Утопая в песке, я с трудом поднялся наверх и прошел через главный вход. Из-за толстого слоя песка на полу я едва ли не коснулся потолка, проходя в зал. Запалив взятую у солдат свечу, я увидел, что синий потолок усыпан желтыми пятиконечными звездами. Они походили на морских звезд или, как мне вдруг подумалось, на каких-то причудливых человечков с маленькой головкой и четырьмя конечностями, летающих в этом ночном небе. Там был также ряд хищных птиц и крылатых светил, раскрашенных в красные, желтые и синие тона. Мы редко смотрим вверх, и однако весь здешний потолок раскрасили так же затейливо, как Сикстинскую капеллу. В глубину первого и самого замечательного храмового зала попало уже значительно меньше песка, и там я быстро понял, насколько выше изначально были входные колонны. Внутреннее пространство походило на рощу могучих древесных стволов, испещренных множеством цветных резных изображений и символов. С благоговейным страхом я бродил между этими восемнадцатью исполинскими стволами, неизменно украшенными безмятежными лицами богини. Столб колонны подразделялся на несколько частей. Сначала я заметил ряд анхов, священных ключей жизни. Затем шли изображения египтян, застывших в изящных позах и приносящих жертвы богам. Там были и ряды неразборчивых иероглифов, среди которых выделялись обведенные в овальные рамочки знаки — картуши, так называли их французы из-за сходства с патронами. Впечатляюще выглядели и резные изображения птиц, очковых змей, пальмовых листьев и шагающих животных.
По краям зала потолок покрывала затейливая роспись со знаками зодиака. Около них раскинулась фигура обнаженной женщины колоссальных размеров — видимо, какой-то небесной богини.
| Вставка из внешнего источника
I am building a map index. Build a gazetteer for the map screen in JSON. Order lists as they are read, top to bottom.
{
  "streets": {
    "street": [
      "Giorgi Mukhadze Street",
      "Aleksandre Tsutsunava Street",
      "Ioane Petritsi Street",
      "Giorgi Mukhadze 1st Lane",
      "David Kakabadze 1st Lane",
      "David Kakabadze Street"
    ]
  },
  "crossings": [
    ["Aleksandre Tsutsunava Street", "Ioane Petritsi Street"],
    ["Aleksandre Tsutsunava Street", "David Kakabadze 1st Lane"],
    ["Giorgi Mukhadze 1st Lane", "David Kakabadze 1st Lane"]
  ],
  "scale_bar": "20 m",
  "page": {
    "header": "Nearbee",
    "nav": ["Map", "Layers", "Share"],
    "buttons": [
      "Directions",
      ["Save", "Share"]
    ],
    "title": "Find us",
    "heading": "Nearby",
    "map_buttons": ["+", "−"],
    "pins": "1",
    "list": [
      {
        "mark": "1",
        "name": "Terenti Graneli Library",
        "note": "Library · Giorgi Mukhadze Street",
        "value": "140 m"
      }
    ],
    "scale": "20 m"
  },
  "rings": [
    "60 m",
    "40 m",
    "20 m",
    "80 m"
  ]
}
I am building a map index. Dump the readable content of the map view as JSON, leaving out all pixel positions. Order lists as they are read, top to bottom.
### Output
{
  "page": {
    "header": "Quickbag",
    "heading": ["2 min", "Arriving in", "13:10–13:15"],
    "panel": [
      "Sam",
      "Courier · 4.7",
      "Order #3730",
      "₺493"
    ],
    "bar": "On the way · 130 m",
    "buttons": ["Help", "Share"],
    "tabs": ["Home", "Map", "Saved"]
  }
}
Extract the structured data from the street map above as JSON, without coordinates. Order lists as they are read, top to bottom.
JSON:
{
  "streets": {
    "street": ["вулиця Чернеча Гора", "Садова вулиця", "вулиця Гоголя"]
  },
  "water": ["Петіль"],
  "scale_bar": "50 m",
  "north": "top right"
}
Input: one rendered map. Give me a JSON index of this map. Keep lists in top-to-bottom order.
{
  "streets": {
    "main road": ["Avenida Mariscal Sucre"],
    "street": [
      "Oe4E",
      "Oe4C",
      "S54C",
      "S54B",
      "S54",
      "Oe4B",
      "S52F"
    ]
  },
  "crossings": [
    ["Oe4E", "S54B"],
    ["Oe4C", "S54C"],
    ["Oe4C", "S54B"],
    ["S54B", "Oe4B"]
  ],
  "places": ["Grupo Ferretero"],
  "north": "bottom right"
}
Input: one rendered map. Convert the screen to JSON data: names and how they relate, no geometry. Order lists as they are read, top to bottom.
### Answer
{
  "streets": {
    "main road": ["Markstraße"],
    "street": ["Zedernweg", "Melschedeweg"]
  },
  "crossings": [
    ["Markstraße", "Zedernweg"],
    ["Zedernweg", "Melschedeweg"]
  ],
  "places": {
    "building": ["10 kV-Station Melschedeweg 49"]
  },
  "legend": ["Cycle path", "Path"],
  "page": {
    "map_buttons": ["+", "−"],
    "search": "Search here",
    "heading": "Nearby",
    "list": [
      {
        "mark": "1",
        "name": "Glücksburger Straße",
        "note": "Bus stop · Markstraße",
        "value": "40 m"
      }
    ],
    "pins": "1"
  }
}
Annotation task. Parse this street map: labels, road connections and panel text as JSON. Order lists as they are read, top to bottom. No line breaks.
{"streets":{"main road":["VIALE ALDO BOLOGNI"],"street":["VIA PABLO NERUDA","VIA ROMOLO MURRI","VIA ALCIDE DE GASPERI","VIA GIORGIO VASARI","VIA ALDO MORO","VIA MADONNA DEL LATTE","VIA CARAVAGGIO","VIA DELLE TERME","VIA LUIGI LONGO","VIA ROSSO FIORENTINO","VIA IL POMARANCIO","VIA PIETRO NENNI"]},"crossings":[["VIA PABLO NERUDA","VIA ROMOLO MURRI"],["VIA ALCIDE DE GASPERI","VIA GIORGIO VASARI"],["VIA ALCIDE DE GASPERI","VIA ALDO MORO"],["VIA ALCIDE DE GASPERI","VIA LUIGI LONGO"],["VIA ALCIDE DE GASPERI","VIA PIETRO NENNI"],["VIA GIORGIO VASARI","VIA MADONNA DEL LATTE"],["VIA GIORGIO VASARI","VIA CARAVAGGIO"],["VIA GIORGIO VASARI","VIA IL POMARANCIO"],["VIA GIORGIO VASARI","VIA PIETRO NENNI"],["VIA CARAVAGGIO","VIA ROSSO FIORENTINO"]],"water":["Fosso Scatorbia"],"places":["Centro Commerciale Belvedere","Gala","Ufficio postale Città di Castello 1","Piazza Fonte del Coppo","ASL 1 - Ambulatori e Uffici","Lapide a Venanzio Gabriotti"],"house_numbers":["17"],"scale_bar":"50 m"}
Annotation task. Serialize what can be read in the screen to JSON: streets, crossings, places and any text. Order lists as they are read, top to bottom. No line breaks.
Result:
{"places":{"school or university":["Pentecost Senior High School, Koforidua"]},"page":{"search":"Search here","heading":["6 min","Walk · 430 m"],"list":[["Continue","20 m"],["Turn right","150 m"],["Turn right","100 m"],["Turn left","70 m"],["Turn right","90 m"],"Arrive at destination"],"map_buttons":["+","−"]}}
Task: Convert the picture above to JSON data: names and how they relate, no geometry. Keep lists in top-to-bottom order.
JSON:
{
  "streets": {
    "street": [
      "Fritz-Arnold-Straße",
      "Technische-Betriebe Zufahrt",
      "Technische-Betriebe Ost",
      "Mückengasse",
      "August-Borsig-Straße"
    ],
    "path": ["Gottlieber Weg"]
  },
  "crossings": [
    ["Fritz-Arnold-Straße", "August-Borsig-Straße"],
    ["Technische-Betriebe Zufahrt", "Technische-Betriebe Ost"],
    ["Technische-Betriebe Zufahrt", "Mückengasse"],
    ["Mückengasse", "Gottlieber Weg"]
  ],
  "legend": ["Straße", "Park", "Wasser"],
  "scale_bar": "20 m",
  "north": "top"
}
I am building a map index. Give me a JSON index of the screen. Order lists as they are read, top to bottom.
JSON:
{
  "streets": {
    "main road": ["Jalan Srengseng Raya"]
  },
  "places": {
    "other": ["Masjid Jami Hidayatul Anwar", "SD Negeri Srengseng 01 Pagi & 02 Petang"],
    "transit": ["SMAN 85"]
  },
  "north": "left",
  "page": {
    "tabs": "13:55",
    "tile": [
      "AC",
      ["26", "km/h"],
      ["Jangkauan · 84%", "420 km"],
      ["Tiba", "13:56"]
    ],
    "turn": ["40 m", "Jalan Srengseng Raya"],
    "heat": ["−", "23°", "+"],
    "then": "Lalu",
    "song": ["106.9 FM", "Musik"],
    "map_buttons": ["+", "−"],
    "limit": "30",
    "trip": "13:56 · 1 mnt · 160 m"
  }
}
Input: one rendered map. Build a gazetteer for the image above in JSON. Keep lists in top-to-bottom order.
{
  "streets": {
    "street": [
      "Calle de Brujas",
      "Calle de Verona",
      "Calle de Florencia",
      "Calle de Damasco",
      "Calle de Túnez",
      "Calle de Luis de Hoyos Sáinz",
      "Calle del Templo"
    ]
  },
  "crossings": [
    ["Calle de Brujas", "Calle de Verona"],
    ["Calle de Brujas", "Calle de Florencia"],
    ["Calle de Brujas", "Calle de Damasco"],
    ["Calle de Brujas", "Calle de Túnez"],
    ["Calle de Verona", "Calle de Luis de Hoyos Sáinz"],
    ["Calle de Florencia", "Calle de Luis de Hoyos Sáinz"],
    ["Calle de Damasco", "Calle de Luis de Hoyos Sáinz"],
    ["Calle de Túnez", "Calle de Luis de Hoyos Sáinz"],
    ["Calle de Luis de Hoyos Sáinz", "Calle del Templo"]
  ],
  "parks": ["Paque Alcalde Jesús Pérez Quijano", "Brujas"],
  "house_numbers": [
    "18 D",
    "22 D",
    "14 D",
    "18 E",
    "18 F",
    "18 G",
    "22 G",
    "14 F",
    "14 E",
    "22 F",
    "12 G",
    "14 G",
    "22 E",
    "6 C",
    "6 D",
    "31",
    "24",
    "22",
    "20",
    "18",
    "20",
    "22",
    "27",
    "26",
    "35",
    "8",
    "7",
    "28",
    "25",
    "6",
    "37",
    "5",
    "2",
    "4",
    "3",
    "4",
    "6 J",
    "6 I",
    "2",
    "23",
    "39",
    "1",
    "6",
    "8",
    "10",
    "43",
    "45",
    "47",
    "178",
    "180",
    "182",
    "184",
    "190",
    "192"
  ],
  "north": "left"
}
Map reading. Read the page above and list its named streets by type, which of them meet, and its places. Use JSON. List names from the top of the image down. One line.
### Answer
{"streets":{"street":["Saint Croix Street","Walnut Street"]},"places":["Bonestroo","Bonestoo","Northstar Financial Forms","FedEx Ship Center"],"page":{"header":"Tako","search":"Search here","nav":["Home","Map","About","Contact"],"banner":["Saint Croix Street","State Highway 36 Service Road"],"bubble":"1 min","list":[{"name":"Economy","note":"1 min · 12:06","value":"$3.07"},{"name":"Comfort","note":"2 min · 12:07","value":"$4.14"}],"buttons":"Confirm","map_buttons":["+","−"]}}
Такое множество странных богов и символических изображений в итоге ошеломляло и сбивало с толку, весь зал представился мне подобием древней газеты. А сам я выступал в роли глухого, пришедшего послушать оперу.
Внимательно осмотрев песок, я не заметил никаких следов Силано.
Из этого большого зала я прошел во второе, менее просторное помещение, столь же высокое, но более привлекательное. К нему примыкали непонятного назначения комнаты с разрисованными стенами и потолками, уже давно лишенные каких-либо признаков обстановки. Вход в очередные помещения находился выше на ступеньку, то есть каждая следующая комната оказывалась ниже и меньше предыдущей. В отличие от расширяющихся от входа христианских соборов, египетские храмы, казалось, съеживались к дальнему концу. Чем выше почиталось место, тем оно становилось теснее и сумрачнее, допуская в свои пределы лучи света лишь в особые дни года.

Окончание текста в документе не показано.